Saturday, January 30, 2016


A random moment from the process of creating Barbara Parker's new recording; a process that took several months and happened to fall, on one evening, on Pres' Harding's birthday (Pres had no problem being in the studio on the night of his birthday, His anniversary, however, was off limits. Good for him.). As the project evolved, finding it's way to the place it needed to be, so did the personnel, landing on a core rhythm section of Pres Harding - guitars, Ray Anthony - drums, and me doing the left hand bass thing from the keyboard. Every group of musicians finds their own center of gravity. In this case the center is a little off (center) from my own, which makes it fun for me, and on target for where Barbara is coming from, and wants to go. At the final rehearsal for Barbara's CD release concert (tomorrow at the Mainstay) the chemistry was apparent. So it's a thing. For me, a thing among things. A good thing.

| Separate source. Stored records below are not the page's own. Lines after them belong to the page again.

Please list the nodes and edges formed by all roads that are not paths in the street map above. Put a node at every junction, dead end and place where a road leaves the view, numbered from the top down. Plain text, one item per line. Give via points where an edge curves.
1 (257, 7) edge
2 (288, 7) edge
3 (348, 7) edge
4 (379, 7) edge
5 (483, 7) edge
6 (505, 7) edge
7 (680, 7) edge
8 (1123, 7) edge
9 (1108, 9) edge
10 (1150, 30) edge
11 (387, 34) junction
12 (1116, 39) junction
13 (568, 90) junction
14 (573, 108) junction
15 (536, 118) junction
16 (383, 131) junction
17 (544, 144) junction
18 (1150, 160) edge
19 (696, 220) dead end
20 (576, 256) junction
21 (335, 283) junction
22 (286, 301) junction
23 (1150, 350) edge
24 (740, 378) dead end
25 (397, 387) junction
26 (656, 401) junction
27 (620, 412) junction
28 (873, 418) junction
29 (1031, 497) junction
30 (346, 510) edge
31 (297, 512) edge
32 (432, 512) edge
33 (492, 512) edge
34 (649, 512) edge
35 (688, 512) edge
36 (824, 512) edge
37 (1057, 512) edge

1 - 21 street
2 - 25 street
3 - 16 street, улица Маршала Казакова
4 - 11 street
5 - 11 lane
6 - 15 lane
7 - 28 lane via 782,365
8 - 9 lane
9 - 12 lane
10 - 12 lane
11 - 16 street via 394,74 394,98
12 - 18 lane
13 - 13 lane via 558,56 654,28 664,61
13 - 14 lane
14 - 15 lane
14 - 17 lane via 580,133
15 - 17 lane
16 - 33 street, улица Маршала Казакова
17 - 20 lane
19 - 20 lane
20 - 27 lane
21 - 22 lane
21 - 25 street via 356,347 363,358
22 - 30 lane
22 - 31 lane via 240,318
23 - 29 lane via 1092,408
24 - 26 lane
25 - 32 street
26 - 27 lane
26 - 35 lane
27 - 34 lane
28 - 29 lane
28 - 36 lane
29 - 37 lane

Thursday, January 28, 2016


Reflecting on blessings I have received recently. Maybe I've been  told this before, and unable to hear, or perhaps not. Certainly, at least at many points along the way, it just wasn't true. But these days, I am told that my performances occur with little ego. Or that I am a(n uncharacteristically) humble musician. This is certainly new, at least as a conscious point within me. Or more accurately, to the extent to which it is true, it is the place to which I continue to arrive as I learn to more fully connect, and to get out of the way.
To get out of the way doesn't mean not to participate, but rather to move toward selflessness in it all. Kenny Werner (in Effortless Mastery) appropriately describes it as observing yourself from a detached place. As it has happened, this blog, over many years now, has become a chronicle of my growth in understanding, or perhaps better, the unveiling of this journey to me; a journey of letting go, of myself.
And it is in the very losing of myself that I have found myself, my connection, and the ability to share it, or be a reflection, or a bridge. My whole life's journey has brought me here, to this point. It is, indeed, humbling. and an affirmation that I continue to move toward where I need to be.